Thursday, March 13, 2008

Mortality and Morality

I’ve spent much of the last couple of months focusing on the excitement of the prospect of bringing another member into mine and my family’s loving arms. This new life, new person, new member focus has been an uplifting testament to the true belief in innocence and good in the world. Much of my home life and personal discussion time with my family and close friends revolves around this topic and the expectation of good things in the future. I’m thankful for this positivity, for as all of this occurs, much of my scholarly life has not proven to be on such a positive level.

I’m currently doing research for my American Government Topic Statement, which could eventually evolve into a thesis statement for a dissertation at a much later date; and in all honesty I’m becoming more and more disenchanted with the notion of the good in all people. I have been spending much of my time researching the Eighth and Fourteenth Amendments and how their applications to state laws have affected the implementation of capital punishment. Much of the argument against the death penalty has been incited by extreme social abhorrence for the very principle of putting someone to death.

The Supreme Court actually ruled that the death penalty was unconstitutional in the case of Furman v.
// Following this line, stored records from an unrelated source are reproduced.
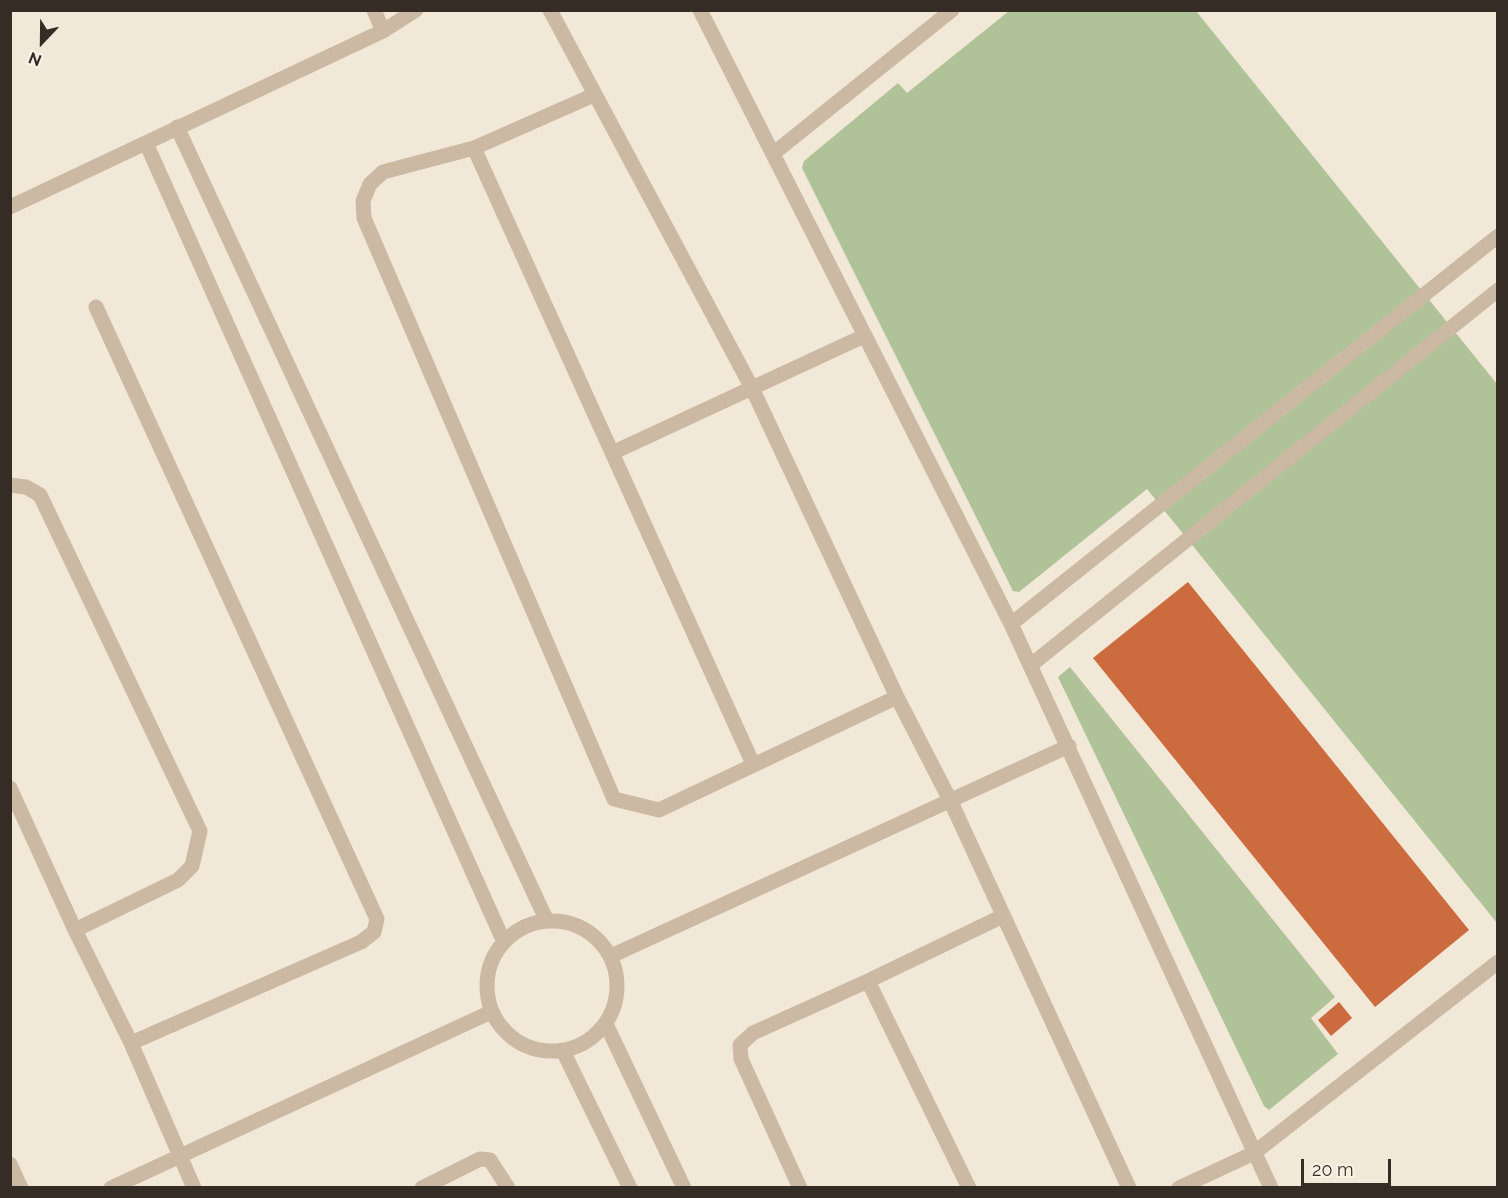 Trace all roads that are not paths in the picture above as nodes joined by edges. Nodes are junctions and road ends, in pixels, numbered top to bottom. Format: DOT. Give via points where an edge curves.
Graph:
graph roads {
  1 [pos="374,10"];
  2 [pos="416,10"];
  3 [pos="550,10"];
  4 [pos="700,10"];
  5 [pos="952,10"];
  6 [pos="383,32"];
  7 [pos="594,95"];
  8 [pos="177,127"];
  9 [pos="146,142"];
  10 [pos="474,148"];
  11 [pos="774,153"];
  12 [pos="10,207"];
  13 [pos="1497,236"];
  14 [pos="1497,290"];
  15 [pos="96,307"];
  16 [pos="864,336"];
  17 [pos="752,388"];
  18 [pos="612,453"];
  19 [pos="10,485"];
  20 [pos="1011,624"];
  21 [pos="1031,665"];
  22 [pos="897,697"];
  23 [pos="1070,746"];
  24 [pos="753,764"];
  25 [pos="10,788"];
  26 [pos="950,801"];
  27 [pos="1003,916"];
  28 [pos="546,919"];
  29 [pos="75,930"];
  30 [pos="503,940"];
  31 [pos="611,956"];
  32 [pos="1497,962"];
  33 [pos="868,981"];
  34 [pos="491,1012"];
  35 [pos="606,1024"];
  36 [pos="131,1043"];
  37 [pos="563,1051"];
  38 [pos="1254,1153"];
  39 [pos="178,1157"];
  40 [pos="10,1164"];
  41 [pos="21,1188"];
  42 [pos="111,1188"];
  43 [pos="194,1188"];
  44 [pos="423,1188"];
  45 [pos="508,1188"];
  46 [pos="630,1188"];
  47 [pos="684,1188"];
  48 [pos="800,1188"];
  49 [pos="969,1188"];
  50 [pos="1129,1188"];
  51 [pos="1179,1188"];
  52 [pos="1271,1188"];
  1 -- 6 [label="street"];
  2 -- 6 [label="street"];
  3 -- 7 [label="street"];
  4 -- 11 [label="street"];
  5 -- 11 [label="street"];
  6 -- 8 [label="street"];
  7 -- 10 [label="street"];
  7 -- 17 [label="street"];
  8 -- 9 [label="street"];
  8 -- 28 [label="street"];
  9 -- 12 [label="street"];
  9 -- 30 [label="street"];
  10 -- 18 [label="street"];
  10 -- 24 [label="street" via="383,172 369,184 363,201 364,218 614,799 659,810"];
  11 -- 16 [label="street"];
  13 -- 20 [label="street"];
  14 -- 21 [label="street"];
  15 -- 36 [label="street" via="377,919 374,932 361,942"];
  16 -- 17 [label="street"];
  16 -- 20 [label="street"];
  17 -- 18 [label="street"];
  17 -- 22 [label="street"];
  18 -- 24 [label="street"];
  19 -- 29 [label="street" via="40,495 200,831 192,866 178,880"];
  20 -- 21 [label="street"];
  21 -- 23 [label="street"];
  22 -- 24 [label="street"];
  22 -- 26 [label="street"];
  23 -- 26 [label="street"];
  23 -- 38 [label="street"];
  25 -- 29 [label="street"];
  26 -- 27 [label="street"];
  26 -- 31 [label="street"];
  27 -- 33 [label="street"];
  27 -- 50 [label="street"];
  28 -- 30 [label="street" via="522,927"];
  28 -- 31 [label="street" via="570,922 594,935"];
  29 -- 36 [label="street"];
  30 -- 34 [label="street" via="490,962 486,987"];
  31 -- 35 [label="street" via="618,991"];
  32 -- 38 [label="street"];
  33 -- 48 [label="street" via="753,1034 740,1045 741,1059"];
  33 -- 49 [label="street"];
  34 -- 37 [label="street" via="503,1030 521,1044"];
  34 -- 39 [label="street"];
  35 -- 37 [label="street" via="587,1042"];
  35 -- 47 [label="street"];
  36 -- 39 [label="street"];
  37 -- 46 [label="street"];
  38 -- 51 [label="street"];
  38 -- 52 [label="street"];
  39 -- 42 [label="street"];
  39 -- 43 [label="street"];
  40 -- 41 [label="street"];
  44 -- 45 [label="street" via="485,1159 495,1166"];
}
Georgia (1972) citing for their reasons an extreme shift of the opinions of society as to the “cruel and unusual” aspect of the amendment. Basically, all five concurring Justices were of the belief that the death penalty was “incompatible with the evolving standards of decency in a contemporary society.” Public opinion polls were used as tools to bolster this ruling, and in an unusually rare occurrence, public opinion swayed, nay, altered the general understanding of the 8th and 14th amendments entirely.

Here’s where my morals start coming under fire… As much as I’d like to say that my support for the death penalty has dwindled in the past years because I too am a compassionate human being and I do not find it to be an acceptable method to humanely carry out justice, I cannot admit to such sentiments. While in fact, I believe that there should be a moratorium placed on the death penalty once again, it is not because I care so much for the rights of the condemned.

I feel absolutely horrible saying this, but my issue is on a much more personal, selfish level. “Nationally, during a 23-year study period, the overall rate of prejudicial error in the American capital punishment system was 68%.” This intolerable number boils down to this even more insufferable idea… “[C]ourts found serious, reversible error in nearly 7 of every 10 of the thousands of capital sentences that were fully reviewed during the period.” (Broken System: Error Rates in Capital Cases, 1973-1995) Such deplorable numbers have not swayed my consciousness completely from one side to another for any other reason than the simple self preservation notion.

It seems that it would be horrible Karma for me to continue blindly supporting a method which has such a high rate of proven error involved in it. What if I somehow ended up finding myself as an innocent facing the possibility of capital punishment? I can’t even imagine how helpless one must feel in such a situation—unfortunately for many; this has proven to be a reality. It is unacceptable that my conditional support or lack of support of the death penalty is deeply rooted in my own personal irrational fears. My thinking is clouded and I find myself becoming very emotional over this topic.

I am not going soft, for there are many people out there who I not only feel deserve to die, but deserve to die with a tortuous end to their existence. There is one such man living half a mile away from me. He was convicted of aggravated child molestation which is defined under section 16-6-4 of Georgia Law as: “A person commits the offense of aggravated child molestation when such person commits an offense of child molestation which act physically injures the child or involves an act of sodomy.” I am of the belief that this particular breed of monster should experience tremendous pain before they receive a slow dispatch from this life into their afterlife which if there is any justice will be spent in infinite pain for all eternity.

You see, I’m a hypocrite, one of the worst kinds. It would be so easy for me to jump on the humane train and tout my reasoning for the evolution of my beliefs as one which falls within the “humane” argument, and the fact that I’m tempted to do so attests to my hypocrisy. If only it weren’t for the simple fact that I wish the imposition of such a permanent and irrevocable punishment on a whole new faction of society, my abilities to ride away into the sunset upon my new found vehicle would be possible—but alas, I’m stuck here, in reality, fully aware that I have not become more evolved, I have simply become pickier in my bloodlust.